Kare haagari ari kare.

The past will never remain the past.

—Shona proverb

A survey of the historical landscape suggests how to give meaning to identity formation and interactions between insiders and outsiders that occurred before formal colonialism took hold in southeast Africa. Although internal and external dynamics were both at play (and often intertwined), local populations shaped their own histories as agents of their own collective experiences. By looking at early written sources from Europeans who lived and traveled in the region, it is possible to trace the precolonial history of the Ndau since about 1500. Evidence of the development of identities from as early as the sixteenth century allows me to overturn the prevailing habit of dating African identities from the period of the Scramble for Africa in the late nineteenth century. In this chapter I turn to theoretical concerns that influence the study of ethnicity, identity, and history and then discuss the written record that informs a history of the Ndau from 1500 to 1900.

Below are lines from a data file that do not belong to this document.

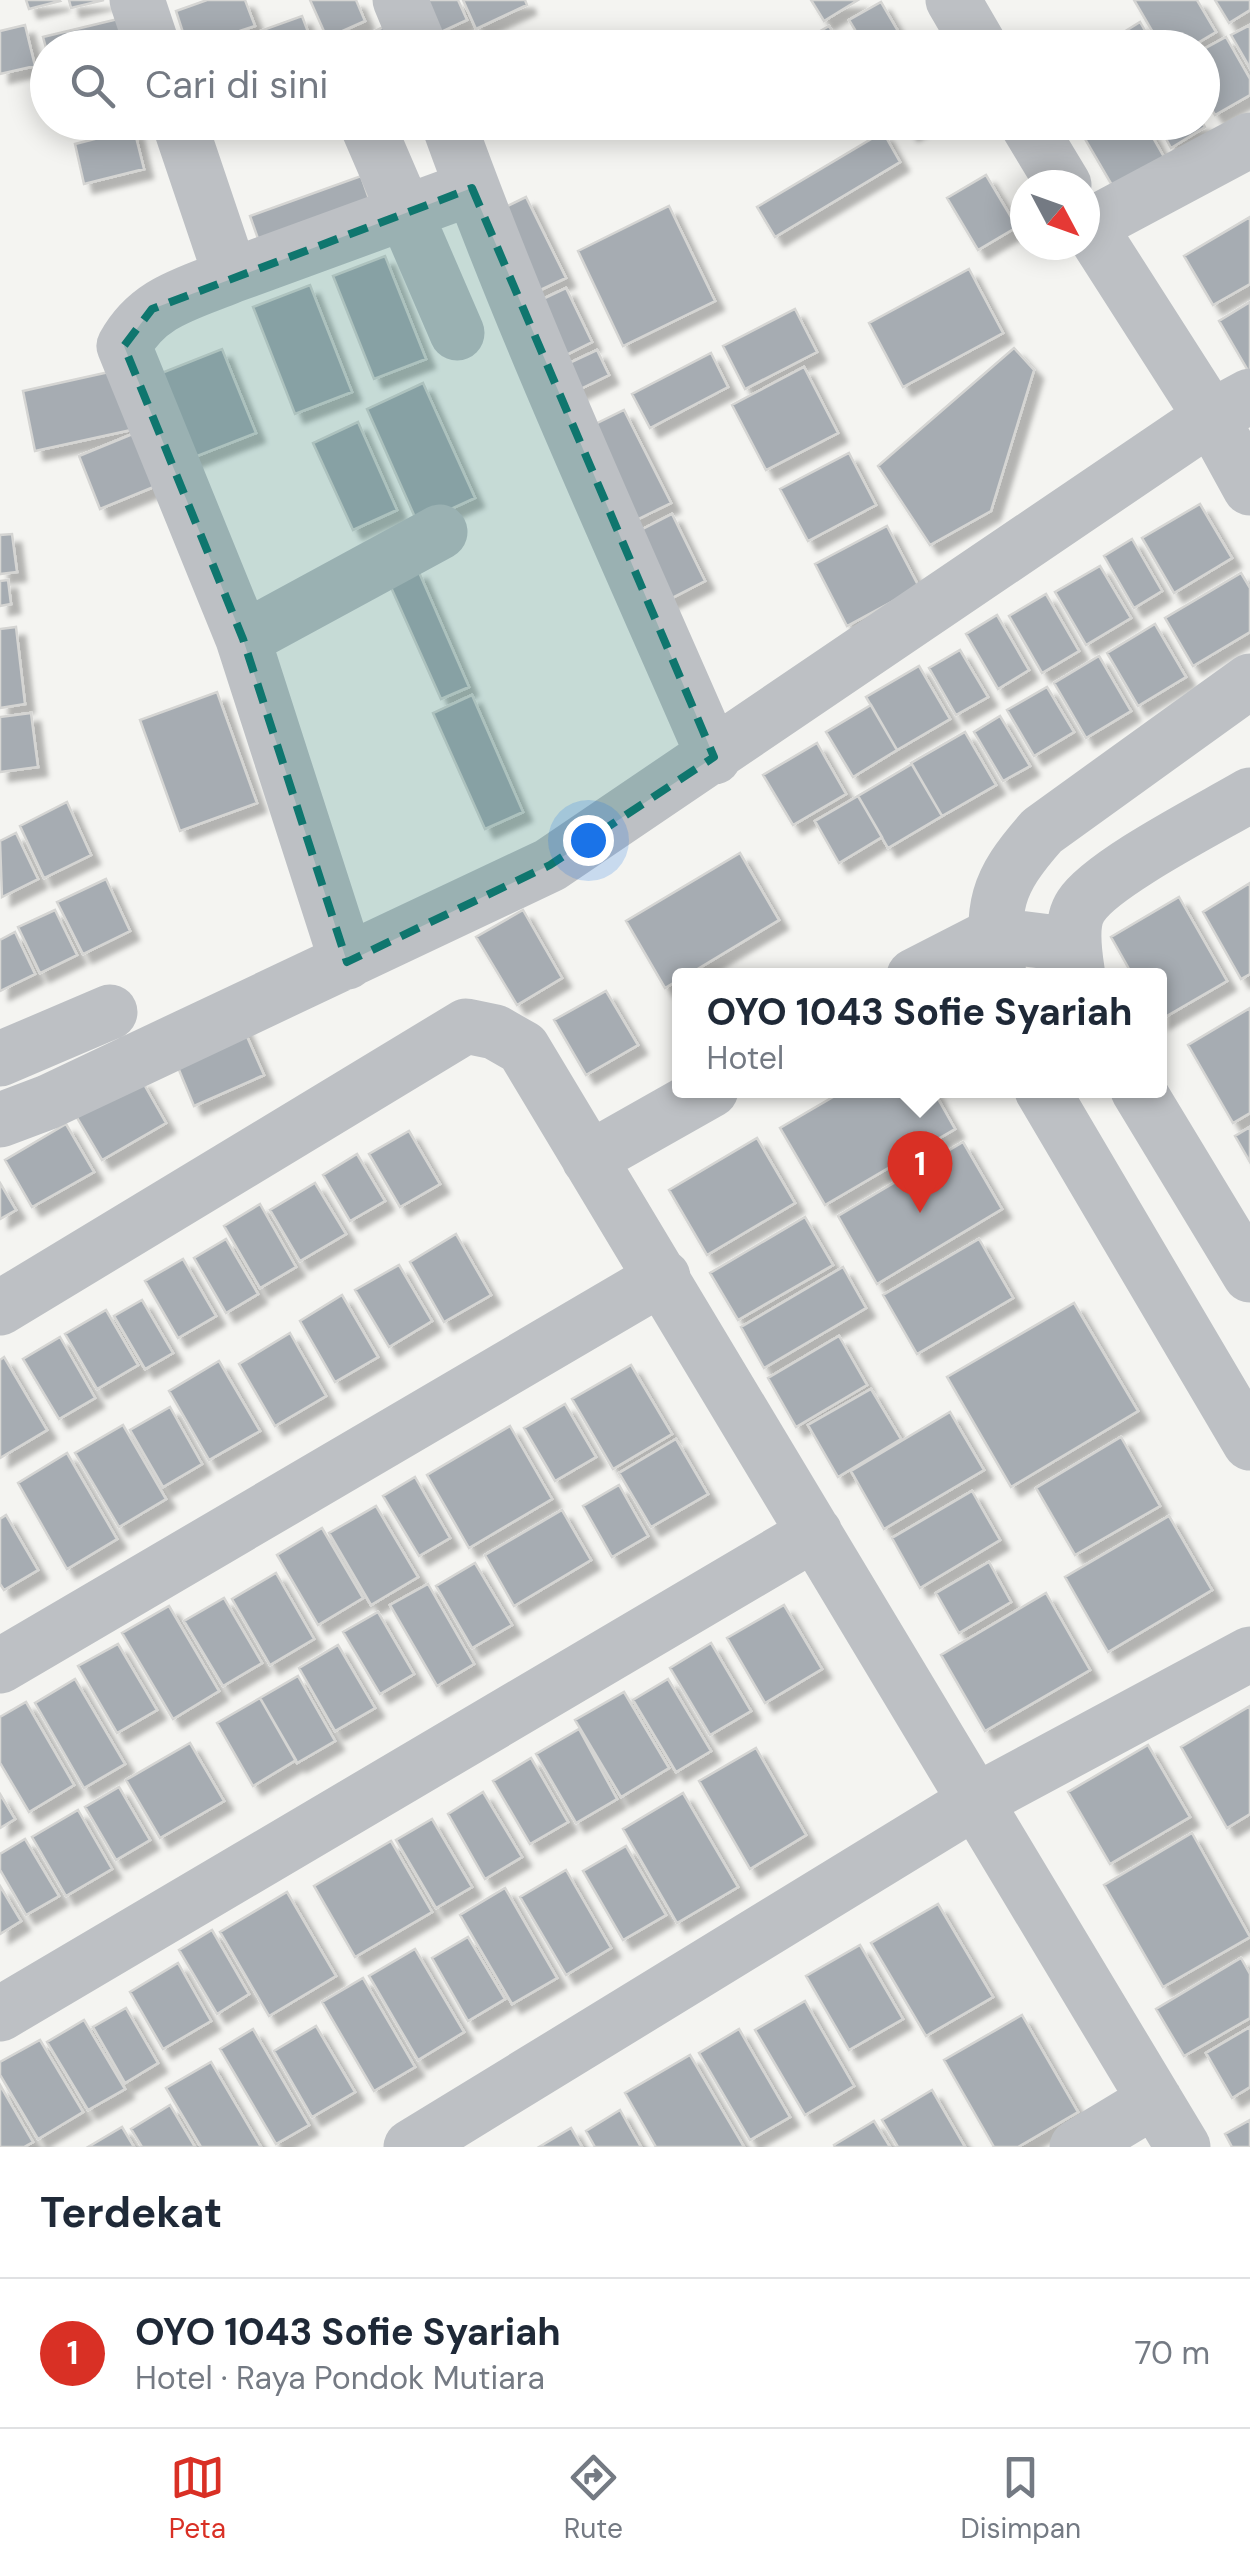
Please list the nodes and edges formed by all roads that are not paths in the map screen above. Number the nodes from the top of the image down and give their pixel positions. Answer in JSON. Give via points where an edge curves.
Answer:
{"nodes":[{"id":1,"x":137,"y":0,"type":"edge"},
{"id":2,"x":400,"y":0,"type":"edge"},
{"id":3,"x":148,"y":30,"type":"edge"},
{"id":4,"x":412,"y":30,"type":"edge"},
{"id":5,"x":185,"y":140,"type":"edge"},
{"id":6,"x":374,"y":140,"type":"edge"},
{"id":7,"x":455,"y":140,"type":"edge"},
{"id":8,"x":1037,"y":140,"type":"edge"},
{"id":9,"x":1250,"y":140,"type":"edge"},
{"id":10,"x":1055,"y":170,"type":"edge"},
{"id":11,"x":472,"y":188,"type":"junction"},
{"id":12,"x":1100,"y":201,"type":"edge"},
{"id":13,"x":407,"y":212,"type":"junction"},
{"id":14,"x":1100,"y":237,"type":"edge"},
{"id":15,"x":231,"y":276,"type":"junction"},
{"id":16,"x":457,"y":333,"type":"dead end"},
{"id":17,"x":1231,"y":407,"type":"edge"},
{"id":18,"x":1250,"y":488,"type":"edge"},
{"id":19,"x":440,"y":532,"type":"dead end"},
{"id":20,"x":244,"y":639,"type":"junction"},
{"id":21,"x":1250,"y":681,"type":"edge"},
{"id":22,"x":714,"y":757,"type":"junction"},
{"id":23,"x":1250,"y":795,"type":"edge"},
{"id":24,"x":996,"y":955,"type":"edge"},
{"id":25,"x":1076,"y":960,"type":"edge"},
{"id":26,"x":347,"y":962,"type":"junction"},
{"id":27,"x":945,"y":968,"type":"edge"},
{"id":28,"x":110,"y":1012,"type":"dead end"},
{"id":29,"x":0,"y":1059,"type":"edge"},
{"id":30,"x":696,"y":1098,"type":"edge"},
{"id":31,"x":1047,"y":1098,"type":"edge"},
{"id":32,"x":1143,"y":1098,"type":"edge"},
{"id":33,"x":0,"y":1120,"type":"edge"},
{"id":34,"x":589,"y":1159,"type":"junction"},
{"id":35,"x":1250,"y":1275,"type":"edge"},
{"id":36,"x":663,"y":1277,"type":"junction"},
{"id":37,"x":0,"y":1308,"type":"edge"},
{"id":38,"x":1250,"y":1443,"type":"edge"},
{"id":39,"x":815,"y":1533,"type":"junction"},
{"id":40,"x":1250,"y":1654,"type":"edge"},
{"id":41,"x":0,"y":1666,"type":"edge"},
{"id":42,"x":976,"y":1801,"type":"junction"},
{"id":43,"x":0,"y":2014,"type":"edge"},
{"id":44,"x":1154,"y":2100,"type":"junction"},
{"id":45,"x":411,"y":2147,"type":"edge"},
{"id":46,"x":1077,"y":2147,"type":"edge"},
{"id":47,"x":1182,"y":2147,"type":"edge"}],
"edges":[{"from":1,"to":3,"type":"street"},
{"from":2,"to":4,"type":"street"},
{"from":5,"to":15,"type":"street"},
{"from":6,"to":13,"type":"street"},
{"from":7,"to":11,"type":"street"},
{"from":8,"to":10,"type":"street"},
{"from":9,"to":12,"type":"street"},
{"from":11,"to":13,"type":"street"},
{"from":11,"to":22,"type":"street"},
{"from":13,"to":15,"type":"street"},
{"from":13,"to":16,"type":"street"},
{"from":14,"to":17,"type":"street"},
{"from":15,"to":20,"type":"street","via":[[152,309],[124,346]]},
{"from":17,"to":18,"type":"street"},
{"from":17,"to":22,"type":"street"},
{"from":19,"to":20,"type":"street"},
{"from":20,"to":26,"type":"street"},
{"from":21,"to":24,"type":"street","via":[[1042,832],[1016,860],[998,894]]},
{"from":22,"to":26,"type":"street","via":[[550,865]]},
{"from":23,"to":25,"type":"street","via":[[1105,882],[1078,908]]},
{"from":24,"to":25,"type":"street"},
{"from":24,"to":27,"type":"street"},
{"from":26,"to":33,"type":"street"},
{"from":28,"to":29,"type":"street"},
{"from":30,"to":34,"type":"street"},
{"from":31,"to":38,"type":"street"},
{"from":32,"to":35,"type":"street"},
{"from":34,"to":36,"type":"street"},
{"from":34,"to":37,"type":"street","via":[[523,1048],[466,1026]]},
{"from":36,"to":39,"type":"street"},
{"from":36,"to":41,"type":"street"},
{"from":39,"to":42,"type":"street"},
{"from":39,"to":43,"type":"street"},
{"from":40,"to":42,"type":"street"},
{"from":42,"to":44,"type":"street"},
{"from":42,"to":45,"type":"street"},
{"from":44,"to":46,"type":"street"},
{"from":44,"to":47,"type":"street"}]}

Ethnicity, Identity, and History

Previously, scholars and postcolonial leaders avoided questions surrounding ethnic identities on the continent. They tended to view ethnicity as a “retrogressive and shameful” topic, as Crawford Young notes, that could “summon forth from the societal depths demons who might subvert nationalism.” A popular phrase in Mozambique after independence, for instance, was “Down with tribalism!” Similarly, in neighboring South Africa ethnicity was viewed as the false creation of an apartheid state and feared as a divisive force.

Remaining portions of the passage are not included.